In the above function we created two ‘for’ loops that will cycle through all the numbers. So the first loop will look at the first number in the array and trigger the second ‘for’ loop that will cycle through all the numbers and compare them to the first number.

If the numbers match, our counter advances to 1. If this counter is more than the maxFrequency, then the maxFrequency takes the counter’s value. After the second ‘for’ loop looks through all the numbers, the counter resets, the first ‘for’ loop moves to the second number and the second ‘for’ loop cycles through the numbers again to compare. Ultimately at the end, the highest count will give that value to the maxFrequency variable.

### The Complication

However, this function only worked ….. halfway. Let me explain:

When I ran this I got 2:

mostRecurrentNumber([3, 6, 4, 4]);

–>2

Great!

Yet when I tested what would happen on calling the function multiple times (looking to get the answer to the final call), I got 3, when I should have gotten 0:

mostRecurrentNumber([3, 6, 4, 4]);
mostRecurrentNumber([3, 6, 4, 4, 4]);
mostRecurrentNumber([])

–>3

Why was I not getting 0? And why was I getting 3???

### The Solution

What I came to realize was that the maxFrequency variable was keeping the highest value without resetting itself upon re-calling the function.

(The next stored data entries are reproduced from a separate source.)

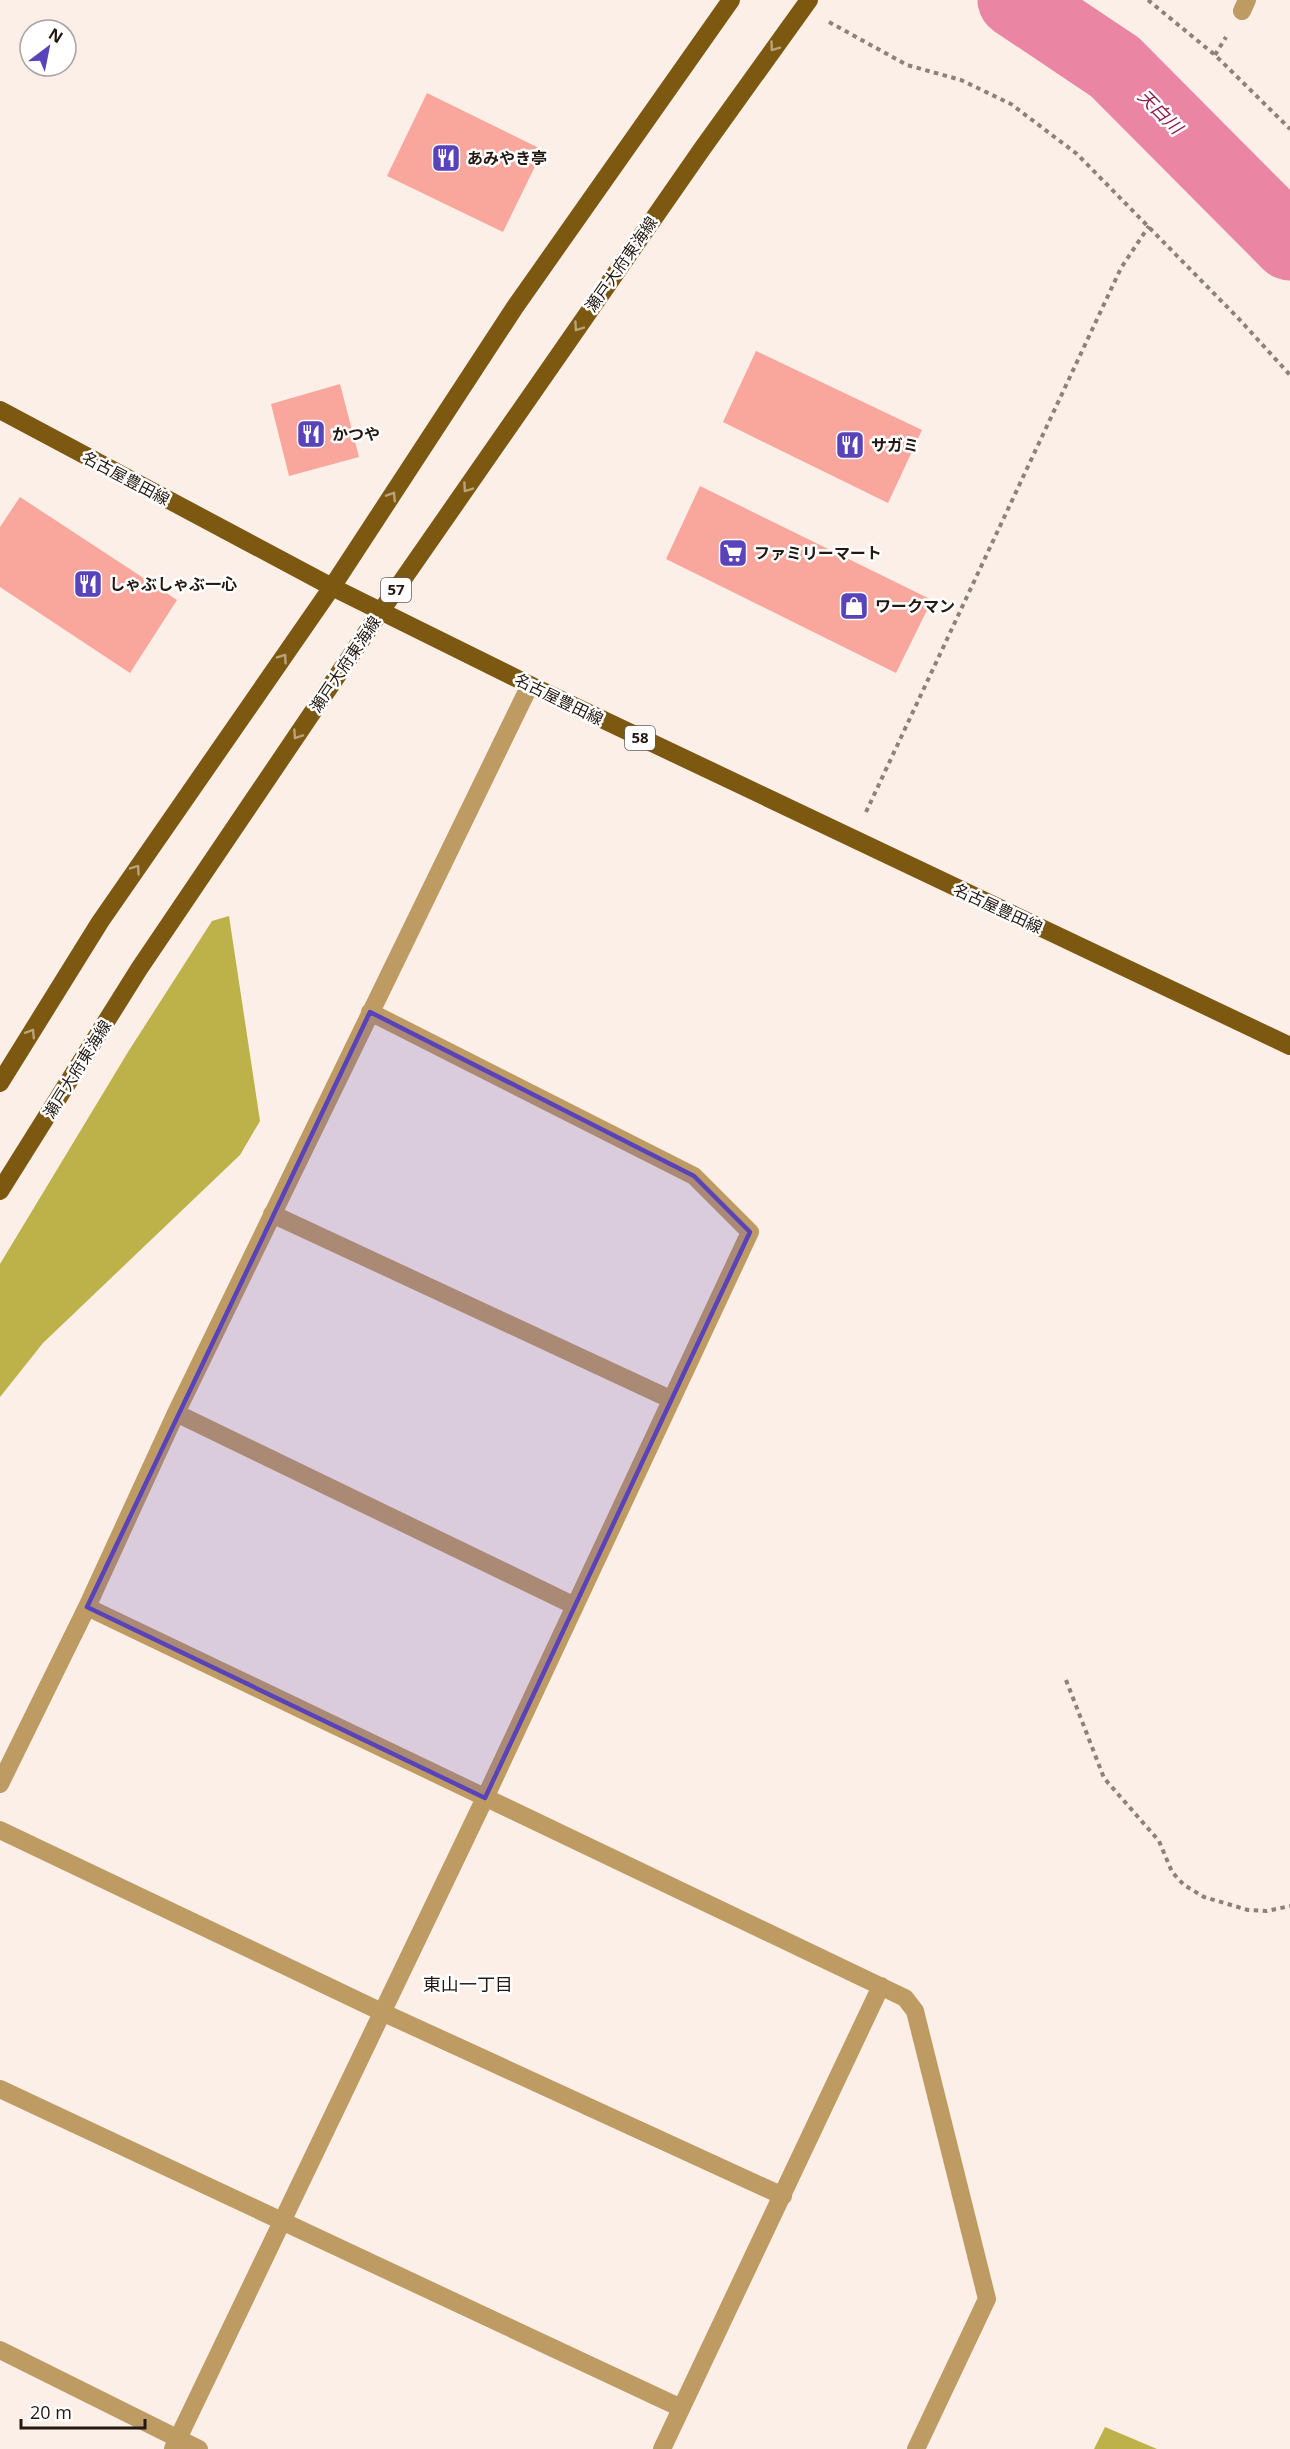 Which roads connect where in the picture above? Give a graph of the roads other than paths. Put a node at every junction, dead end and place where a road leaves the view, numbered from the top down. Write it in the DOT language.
graph roads {
  1 [pos="730,0"];
  2 [pos="808,0"];
  3 [pos="0,410"];
  4 [pos="332,587"];
  5 [pos="381,611"];
  6 [pos="530,685"];
  7 [pos="370,1012"];
  8 [pos="1290,1046"];
  9 [pos="0,1083"];
  10 [pos="0,1191"];
  11 [pos="272,1214"];
  12 [pos="670,1400"];
  13 [pos="176,1413"];
  14 [pos="575,1606"];
  15 [pos="87,1607"];
  16 [pos="0,1784"];
  17 [pos="485,1797"];
  18 [pos="0,1830"];
  19 [pos="880,1986"];
  20 [pos="382,2012"];
  21 [pos="0,2089"];
  22 [pos="783,2196"];
  23 [pos="282,2221"];
  24 [pos="0,2350"];
  25 [pos="681,2408"];
  26 [pos="176,2444"];
  27 [pos="199,2449"];
  28 [pos="662,2449"];
  29 [pos="916,2449"];
  4 -- 1 [label="main road, one-way"];
  2 -- 5 [label="main road, 瀬戸大府東海線 / 57, one-way"];
  3 -- 4 [label="main road, 名古屋豊田線 / 58"];
  4 -- 5 [label="main road, 名古屋豊田線 / 58"];
  9 -- 4 [label="main road, one-way"];
  5 -- 6 [label="main road, 名古屋豊田線 / 58"];
  5 -- 10 [label="main road, 瀬戸大府東海線 / 57, one-way"];
  6 -- 7 [label="street"];
  6 -- 8 [label="main road, 名古屋豊田線 / 58"];
  7 -- 11 [label="street"];
  7 -- 12 [label="street"];
  11 -- 12 [label="street"];
  11 -- 13 [label="street"];
  12 -- 14 [label="street"];
  13 -- 14 [label="street"];
  13 -- 15 [label="street"];
  14 -- 17 [label="street"];
  15 -- 16 [label="street"];
  15 -- 17 [label="street"];
  17 -- 19 [label="street"];
  17 -- 20 [label="street"];
  18 -- 20 [label="street"];
  19 -- 22 [label="street"];
  19 -- 29 [label="street"];
  20 -- 22 [label="street"];
  20 -- 23 [label="street"];
  21 -- 23 [label="street"];
  22 -- 25 [label="street"];
  23 -- 25 [label="street"];
  23 -- 26 [label="street"];
  24 -- 26 [label="street"];
  25 -- 28 [label="street"];
  26 -- 27 [label="street"];
}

Why in the world was it doing that?

Take a minute and see if you can figure it out………..

……………..

Well take a look at the variables. They are outside of the function. Thus the maxFrequency variable was not resetting within the function when it moved to the next call. It was keeping the highest number, which at the end of the three calls would be 3.

Can you see what the solution would be then?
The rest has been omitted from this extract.